Without omitting anything, copy every entry word for word.
Segment Start: SUPPLIED MATERIAL
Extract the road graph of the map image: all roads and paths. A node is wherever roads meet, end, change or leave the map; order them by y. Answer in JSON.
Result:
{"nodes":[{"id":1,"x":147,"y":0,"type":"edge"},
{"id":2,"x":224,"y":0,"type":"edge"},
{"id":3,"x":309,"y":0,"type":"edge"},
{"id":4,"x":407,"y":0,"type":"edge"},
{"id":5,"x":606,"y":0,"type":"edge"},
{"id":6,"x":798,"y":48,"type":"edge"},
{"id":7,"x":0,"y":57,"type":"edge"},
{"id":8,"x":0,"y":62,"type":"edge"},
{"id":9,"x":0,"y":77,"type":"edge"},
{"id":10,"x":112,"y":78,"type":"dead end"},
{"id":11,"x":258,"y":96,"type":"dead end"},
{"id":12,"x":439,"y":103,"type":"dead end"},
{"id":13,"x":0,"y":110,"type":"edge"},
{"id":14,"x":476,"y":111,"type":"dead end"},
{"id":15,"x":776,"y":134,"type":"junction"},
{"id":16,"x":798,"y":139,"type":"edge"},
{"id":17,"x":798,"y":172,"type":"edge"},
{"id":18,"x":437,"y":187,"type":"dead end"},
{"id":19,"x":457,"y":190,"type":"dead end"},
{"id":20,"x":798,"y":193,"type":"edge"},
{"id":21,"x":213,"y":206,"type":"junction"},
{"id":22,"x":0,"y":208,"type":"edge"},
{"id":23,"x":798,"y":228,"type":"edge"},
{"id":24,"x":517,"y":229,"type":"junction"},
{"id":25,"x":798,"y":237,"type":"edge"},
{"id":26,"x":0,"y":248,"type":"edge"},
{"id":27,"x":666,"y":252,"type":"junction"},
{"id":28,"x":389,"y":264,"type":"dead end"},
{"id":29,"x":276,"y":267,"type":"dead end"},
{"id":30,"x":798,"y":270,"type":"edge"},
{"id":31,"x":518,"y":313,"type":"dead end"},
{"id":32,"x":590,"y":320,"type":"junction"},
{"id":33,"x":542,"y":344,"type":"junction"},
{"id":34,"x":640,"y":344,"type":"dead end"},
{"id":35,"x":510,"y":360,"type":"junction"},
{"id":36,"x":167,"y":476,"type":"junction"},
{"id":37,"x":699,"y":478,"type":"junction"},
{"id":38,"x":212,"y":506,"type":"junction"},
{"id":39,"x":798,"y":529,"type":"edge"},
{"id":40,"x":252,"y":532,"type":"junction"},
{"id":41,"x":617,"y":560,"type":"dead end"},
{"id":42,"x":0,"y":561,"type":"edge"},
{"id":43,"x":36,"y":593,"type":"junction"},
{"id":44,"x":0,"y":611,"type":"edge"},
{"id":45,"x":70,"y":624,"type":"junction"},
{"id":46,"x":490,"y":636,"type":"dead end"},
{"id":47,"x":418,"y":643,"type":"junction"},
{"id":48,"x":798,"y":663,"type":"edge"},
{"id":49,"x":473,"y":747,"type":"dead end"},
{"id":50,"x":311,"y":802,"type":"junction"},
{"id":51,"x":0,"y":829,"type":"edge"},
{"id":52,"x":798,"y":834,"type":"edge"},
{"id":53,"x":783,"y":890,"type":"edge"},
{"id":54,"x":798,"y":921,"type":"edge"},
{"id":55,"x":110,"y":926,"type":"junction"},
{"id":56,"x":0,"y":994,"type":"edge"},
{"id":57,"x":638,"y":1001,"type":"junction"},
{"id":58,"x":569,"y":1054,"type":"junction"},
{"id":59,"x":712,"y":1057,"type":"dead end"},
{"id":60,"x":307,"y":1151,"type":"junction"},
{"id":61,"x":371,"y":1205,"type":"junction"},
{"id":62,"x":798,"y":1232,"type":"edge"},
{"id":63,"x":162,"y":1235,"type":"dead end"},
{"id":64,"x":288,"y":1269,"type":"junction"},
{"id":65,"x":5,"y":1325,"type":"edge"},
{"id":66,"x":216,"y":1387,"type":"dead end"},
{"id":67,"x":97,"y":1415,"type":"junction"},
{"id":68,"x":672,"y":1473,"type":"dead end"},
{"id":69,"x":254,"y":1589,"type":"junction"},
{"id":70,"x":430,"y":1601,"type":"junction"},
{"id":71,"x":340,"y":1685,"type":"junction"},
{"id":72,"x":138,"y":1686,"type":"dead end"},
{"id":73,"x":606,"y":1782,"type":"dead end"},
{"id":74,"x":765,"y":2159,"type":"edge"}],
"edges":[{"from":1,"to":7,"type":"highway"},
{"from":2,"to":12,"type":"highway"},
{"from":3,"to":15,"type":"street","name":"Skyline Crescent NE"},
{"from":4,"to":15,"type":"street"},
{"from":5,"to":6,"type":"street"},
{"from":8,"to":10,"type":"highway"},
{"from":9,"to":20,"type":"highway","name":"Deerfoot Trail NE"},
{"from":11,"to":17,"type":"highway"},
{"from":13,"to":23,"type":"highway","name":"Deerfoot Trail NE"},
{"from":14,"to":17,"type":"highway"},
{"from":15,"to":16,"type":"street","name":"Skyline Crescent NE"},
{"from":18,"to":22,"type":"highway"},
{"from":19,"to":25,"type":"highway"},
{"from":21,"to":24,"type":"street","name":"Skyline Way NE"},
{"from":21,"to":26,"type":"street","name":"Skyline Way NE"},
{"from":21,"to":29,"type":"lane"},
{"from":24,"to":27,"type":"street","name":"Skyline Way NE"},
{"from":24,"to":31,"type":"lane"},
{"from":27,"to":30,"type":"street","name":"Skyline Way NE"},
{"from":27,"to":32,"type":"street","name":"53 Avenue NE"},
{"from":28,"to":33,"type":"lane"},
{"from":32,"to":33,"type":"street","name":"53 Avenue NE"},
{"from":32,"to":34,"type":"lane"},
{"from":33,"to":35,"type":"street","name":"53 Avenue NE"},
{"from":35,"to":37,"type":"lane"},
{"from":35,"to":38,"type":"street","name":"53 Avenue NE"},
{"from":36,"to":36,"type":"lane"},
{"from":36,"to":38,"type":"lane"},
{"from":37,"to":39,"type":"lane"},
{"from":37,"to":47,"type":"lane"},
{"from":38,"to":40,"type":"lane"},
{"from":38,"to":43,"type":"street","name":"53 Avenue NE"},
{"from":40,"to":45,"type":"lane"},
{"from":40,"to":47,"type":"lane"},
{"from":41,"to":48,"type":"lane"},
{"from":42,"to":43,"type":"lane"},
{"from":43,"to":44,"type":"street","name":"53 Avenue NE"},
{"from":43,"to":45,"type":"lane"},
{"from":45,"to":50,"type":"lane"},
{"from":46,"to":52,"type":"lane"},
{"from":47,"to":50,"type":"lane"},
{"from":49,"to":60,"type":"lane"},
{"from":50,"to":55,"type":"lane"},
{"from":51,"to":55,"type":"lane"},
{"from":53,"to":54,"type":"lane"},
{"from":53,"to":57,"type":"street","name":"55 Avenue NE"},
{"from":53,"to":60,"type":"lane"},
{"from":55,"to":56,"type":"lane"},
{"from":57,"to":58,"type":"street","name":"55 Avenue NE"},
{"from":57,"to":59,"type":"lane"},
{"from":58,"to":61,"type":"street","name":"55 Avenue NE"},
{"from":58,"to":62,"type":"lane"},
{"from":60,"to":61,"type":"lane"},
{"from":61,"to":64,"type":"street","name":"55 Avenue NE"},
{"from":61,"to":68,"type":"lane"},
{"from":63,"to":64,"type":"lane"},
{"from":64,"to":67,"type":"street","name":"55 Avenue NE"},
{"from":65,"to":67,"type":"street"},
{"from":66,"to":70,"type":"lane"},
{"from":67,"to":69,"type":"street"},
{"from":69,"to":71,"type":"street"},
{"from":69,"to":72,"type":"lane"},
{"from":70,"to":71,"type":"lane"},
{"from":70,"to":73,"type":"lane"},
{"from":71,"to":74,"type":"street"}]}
Segment End: SUPPLIED MATERIAL
#### [EXERCISE RESPONSE]
Extract the road graph of the map image: all roads and paths. A node is wherever roads meet, end, change or leave the map; order them by y. Answer in JSON.
Result:
{"nodes":[{"id":1,"x":147,"y":0,"type":"edge"},
{"id":2,"x":224,"y":0,"type":"edge"},
{"id":3,"x":309,"y":0,"type":"edge"},
{"id":4,"x":407,"y":0,"type":"edge"},
{"id":5,"x":606,"y":0,"type":"edge"},
{"id":6,"x":798,"y":48,"type":"edge"},
{"id":7,"x":0,"y":57,"type":"edge"},
{"id":8,"x":0,"y":62,"type":"edge"},
{"id":9,"x":0,"y":77,"type":"edge"},
{"id":10,"x":112,"y":78,"type":"dead end"},
{"id":11,"x":258,"y":96,"type":"dead end"},
{"id":12,"x":439,"y":103,"type":"dead end"},
{"id":13,"x":0,"y":110,"type":"edge"},
{"id":14,"x":476,"y":111,"type":"dead end"},
{"id":15,"x":776,"y":134,"type":"junction"},
{"id":16,"x":798,"y":139,"type":"edge"},
{"id":17,"x":798,"y":172,"type":"edge"},
{"id":18,"x":437,"y":187,"type":"dead end"},
{"id":19,"x":457,"y":190,"type":"dead end"},
{"id":20,"x":798,"y":193,"type":"edge"},
{"id":21,"x":213,"y":206,"type":"junction"},
{"id":22,"x":0,"y":208,"type":"edge"},
{"id":23,"x":798,"y":228,"type":"edge"},
{"id":24,"x":517,"y":229,"type":"junction"},
{"id":25,"x":798,"y":237,"type":"edge"},
{"id":26,"x":0,"y":248,"type":"edge"},
{"id":27,"x":666,"y":252,"type":"junction"},
{"id":28,"x":389,"y":264,"type":"dead end"},
{"id":29,"x":276,"y":267,"type":"dead end"},
{"id":30,"x":798,"y":270,"type":"edge"},
{"id":31,"x":518,"y":313,"type":"dead end"},
{"id":32,"x":590,"y":320,"type":"junction"},
{"id":33,"x":542,"y":344,"type":"junction"},
{"id":34,"x":640,"y":344,"type":"dead end"},
{"id":35,"x":510,"y":360,"type":"junction"},
{"id":36,"x":167,"y":476,"type":"junction"},
{"id":37,"x":699,"y":478,"type":"junction"},
{"id":38,"x":212,"y":506,"type":"junction"},
{"id":39,"x":798,"y":529,"type":"edge"},
{"id":40,"x":252,"y":532,"type":"junction"},
{"id":41,"x":617,"y":560,"type":"dead end"},
{"id":42,"x":0,"y":561,"type":"edge"},
{"id":43,"x":36,"y":593,"type":"junction"},
{"id":44,"x":0,"y":611,"type":"edge"},
{"id":45,"x":70,"y":624,"type":"junction"},
{"id":46,"x":490,"y":636,"type":"dead end"},
{"id":47,"x":418,"y":643,"type":"junction"},
{"id":48,"x":798,"y":663,"type":"edge"},
{"id":49,"x":473,"y":747,"type":"dead end"},
{"id":50,"x":311,"y":802,"type":"junction"},
{"id":51,"x":0,"y":829,"type":"edge"},
{"id":52,"x":798,"y":834,"type":"edge"},
{"id":53,"x":783,"y":890,"type":"edge"},
{"id":54,"x":798,"y":921,"type":"edge"},
{"id":55,"x":110,"y":926,"type":"junction"},
{"id":56,"x":0,"y":994,"type":"edge"},
{"id":57,"x":638,"y":1001,"type":"junction"},
{"id":58,"x":569,"y":1054,"type":"junction"},
{"id":59,"x":712,"y":1057,"type":"dead end"},
{"id":60,"x":307,"y":1151,"type":"junction"},
{"id":61,"x":371,"y":1205,"type":"junction"},
{"id":62,"x":798,"y":1232,"type":"edge"},
{"id":63,"x":162,"y":1235,"type":"dead end"},
{"id":64,"x":288,"y":1269,"type":"junction"},
{"id":65,"x":5,"y":1325,"type":"edge"},
{"id":66,"x":216,"y":1387,"type":"dead end"},
{"id":67,"x":97,"y":1415,"type":"junction"},
{"id":68,"x":672,"y":1473,"type":"dead end"},
{"id":69,"x":254,"y":1589,"type":"junction"},
{"id":70,"x":430,"y":1601,"type":"junction"},
{"id":71,"x":340,"y":1685,"type":"junction"},
{"id":72,"x":138,"y":1686,"type":"dead end"},
{"id":73,"x":606,"y":1782,"type":"dead end"},
{"id":74,"x":765,"y":2159,"type":"edge"}],
"edges":[{"from":1,"to":7,"type":"highway"},
{"from":2,"to":12,"type":"highway"},
{"from":3,"to":15,"type":"street","name":"Skyline Crescent NE"},
{"from":4,"to":15,"type":"street"},
{"from":5,"to":6,"type":"street"},
{"from":8,"to":10,"type":"highway"},
{"from":9,"to":20,"type":"highway","name":"Deerfoot Trail NE"},
{"from":11,"to":17,"type":"highway"},
{"from":13,"to":23,"type":"highway","name":"Deerfoot Trail NE"},
{"from":14,"to":17,"type":"highway"},
{"from":15,"to":16,"type":"street","name":"Skyline Crescent NE"},
{"from":18,"to":22,"type":"highway"},
{"from":19,"to":25,"type":"highway"},
{"from":21,"to":24,"type":"street","name":"Skyline Way NE"},
{"from":21,"to":26,"type":"street","name":"Skyline Way NE"},
{"from":21,"to":29,"type":"lane"},
{"from":24,"to":27,"type":"street","name":"Skyline Way NE"},
{"from":24,"to":31,"type":"lane"},
{"from":27,"to":30,"type":"street","name":"Skyline Way NE"},
{"from":27,"to":32,"type":"street","name":"53 Avenue NE"},
{"from":28,"to":33,"type":"lane"},
{"from":32,"to":33,"type":"street","name":"53 Avenue NE"},
{"from":32,"to":34,"type":"lane"},
{"from":33,"to":35,"type":"street","name":"53 Avenue NE"},
{"from":35,"to":37,"type":"lane"},
{"from":35,"to":38,"type":"street","name":"53 Avenue NE"},
{"from":36,"to":36,"type":"lane"},
{"from":36,"to":38,"type":"lane"},
{"from":37,"to":39,"type":"lane"},
{"from":37,"to":47,"type":"lane"},
{"from":38,"to":40,"type":"lane"},
{"from":38,"to":43,"type":"street","name":"53 Avenue NE"},
{"from":40,"to":45,"type":"lane"},
{"from":40,"to":47,"type":"lane"},
{"from":41,"to":48,"type":"lane"},
{"from":42,"to":43,"type":"lane"},
{"from":43,"to":44,"type":"street","name":"53 Avenue NE"},
{"from":43,"to":45,"type":"lane"},
{"from":45,"to":50,"type":"lane"},
{"from":46,"to":52,"type":"lane"},
{"from":47,"to":50,"type":"lane"},
{"from":49,"to":60,"type":"lane"},
{"from":50,"to":55,"type":"lane"},
{"from":51,"to":55,"type":"lane"},
{"from":53,"to":54,"type":"lane"},
{"from":53,"to":57,"type":"street","name":"55 Avenue NE"},
{"from":53,"to":60,"type":"lane"},
{"from":55,"to":56,"type":"lane"},
{"from":57,"to":58,"type":"street","name":"55 Avenue NE"},
{"from":57,"to":59,"type":"lane"},
{"from":58,"to":61,"type":"street","name":"55 Avenue NE"},
{"from":58,"to":62,"type":"lane"},
{"from":60,"to":61,"type":"lane"},
{"from":61,"to":64,"type":"street","name":"55 Avenue NE"},
{"from":61,"to":68,"type":"lane"},
{"from":63,"to":64,"type":"lane"},
{"from":64,"to":67,"type":"street","name":"55 Avenue NE"},
{"from":65,"to":67,"type":"street"},
{"from":66,"to":70,"type":"lane"},
{"from":67,"to":69,"type":"street"},
{"from":69,"to":71,"type":"street"},
{"from":69,"to":72,"type":"lane"},
{"from":70,"to":71,"type":"lane"},
{"from":70,"to":73,"type":"lane"},
{"from":71,"to":74,"type":"street"}]}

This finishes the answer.